● **WHAT YOU HAVE TO DO**: Copy each of the records exactly; leave nothing out.
⁂
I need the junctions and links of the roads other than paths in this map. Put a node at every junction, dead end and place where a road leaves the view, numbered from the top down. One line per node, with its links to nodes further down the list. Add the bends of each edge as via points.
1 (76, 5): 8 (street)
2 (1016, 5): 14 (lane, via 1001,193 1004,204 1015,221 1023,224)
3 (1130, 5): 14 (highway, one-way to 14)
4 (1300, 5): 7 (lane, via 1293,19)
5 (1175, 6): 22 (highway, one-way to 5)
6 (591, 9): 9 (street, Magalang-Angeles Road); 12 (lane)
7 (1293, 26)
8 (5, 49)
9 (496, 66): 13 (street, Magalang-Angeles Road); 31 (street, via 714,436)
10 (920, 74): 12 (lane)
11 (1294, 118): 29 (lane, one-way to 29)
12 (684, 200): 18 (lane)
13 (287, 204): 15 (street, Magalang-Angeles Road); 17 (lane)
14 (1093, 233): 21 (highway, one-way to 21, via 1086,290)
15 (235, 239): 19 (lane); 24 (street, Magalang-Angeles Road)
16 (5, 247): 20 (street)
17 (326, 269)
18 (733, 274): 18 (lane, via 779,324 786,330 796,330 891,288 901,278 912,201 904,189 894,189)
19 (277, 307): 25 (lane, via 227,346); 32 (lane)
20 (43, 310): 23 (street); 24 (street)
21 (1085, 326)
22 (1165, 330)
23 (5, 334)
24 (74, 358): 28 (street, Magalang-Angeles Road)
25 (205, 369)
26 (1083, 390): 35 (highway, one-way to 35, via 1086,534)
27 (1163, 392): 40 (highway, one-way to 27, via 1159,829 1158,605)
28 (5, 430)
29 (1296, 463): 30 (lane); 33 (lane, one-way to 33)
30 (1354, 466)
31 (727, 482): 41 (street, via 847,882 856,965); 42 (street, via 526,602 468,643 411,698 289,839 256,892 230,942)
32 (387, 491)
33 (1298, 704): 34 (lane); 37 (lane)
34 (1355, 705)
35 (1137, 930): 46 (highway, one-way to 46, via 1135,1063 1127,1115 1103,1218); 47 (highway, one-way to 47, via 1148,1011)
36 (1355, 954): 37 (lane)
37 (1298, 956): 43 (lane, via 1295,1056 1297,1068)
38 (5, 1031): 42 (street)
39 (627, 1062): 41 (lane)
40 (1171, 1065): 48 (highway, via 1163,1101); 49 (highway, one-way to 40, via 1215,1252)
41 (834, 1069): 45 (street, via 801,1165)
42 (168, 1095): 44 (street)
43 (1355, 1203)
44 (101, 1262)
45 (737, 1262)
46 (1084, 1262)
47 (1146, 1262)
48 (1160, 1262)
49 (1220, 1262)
⁂
● **RESULT OF THIS TASK**:
I need the junctions and links of the roads other than paths in this map. Put a node at every junction, dead end and place where a road leaves the view, numbered from the top down. One line per node, with its links to nodes further down the list. Add the bends of each edge as via points.
1 (76, 5): 8 (street)
2 (1016, 5): 14 (lane, via 1001,193 1004,204 1015,221 1023,224)
3 (1130, 5): 14 (highway, one-way to 14)
4 (1300, 5): 7 (lane, via 1293,19)
5 (1175, 6): 22 (highway, one-way to 5)
6 (591, 9): 9 (street, Magalang-Angeles Road); 12 (lane)
7 (1293, 26)
8 (5, 49)
9 (496, 66): 13 (street, Magalang-Angeles Road); 31 (street, via 714,436)
10 (920, 74): 12 (lane)
11 (1294, 118): 29 (lane, one-way to 29)
12 (684, 200): 18 (lane)
13 (287, 204): 15 (street, Magalang-Angeles Road); 17 (lane)
14 (1093, 233): 21 (highway, one-way to 21, via 1086,290)
15 (235, 239): 19 (lane); 24 (street, Magalang-Angeles Road)
16 (5, 247): 20 (street)
17 (326, 269)
18 (733, 274): 18 (lane, via 779,324 786,330 796,330 891,288 901,278 912,201 904,189 894,189)
19 (277, 307): 25 (lane, via 227,346); 32 (lane)
20 (43, 310): 23 (street); 24 (street)
21 (1085, 326)
22 (1165, 330)
23 (5, 334)
24 (74, 358): 28 (street, Magalang-Angeles Road)
25 (205, 369)
26 (1083, 390): 35 (highway, one-way to 35, via 1086,534)
27 (1163, 392): 40 (highway, one-way to 27, via 1159,829 1158,605)
28 (5, 430)
29 (1296, 463): 30 (lane); 33 (lane, one-way to 33)
30 (1354, 466)
31 (727, 482): 41 (street, via 847,882 856,965); 42 (street, via 526,602 468,643 411,698 289,839 256,892 230,942)
32 (387, 491)
33 (1298, 704): 34 (lane); 37 (lane)
34 (1355, 705)
35 (1137, 930): 46 (highway, one-way to 46, via 1135,1063 1127,1115 1103,1218); 47 (highway, one-way to 47, via 1148,1011)
36 (1355, 954): 37 (lane)
37 (1298, 956): 43 (lane, via 1295,1056 1297,1068)
38 (5, 1031): 42 (street)
39 (627, 1062): 41 (lane)
40 (1171, 1065): 48 (highway, via 1163,1101); 49 (highway, one-way to 40, via 1215,1252)
41 (834, 1069): 45 (street, via 801,1165)
42 (168, 1095): 44 (street)
43 (1355, 1203)
44 (101, 1262)
45 (737, 1262)
46 (1084, 1262)
47 (1146, 1262)
48 (1160, 1262)
49 (1220, 1262)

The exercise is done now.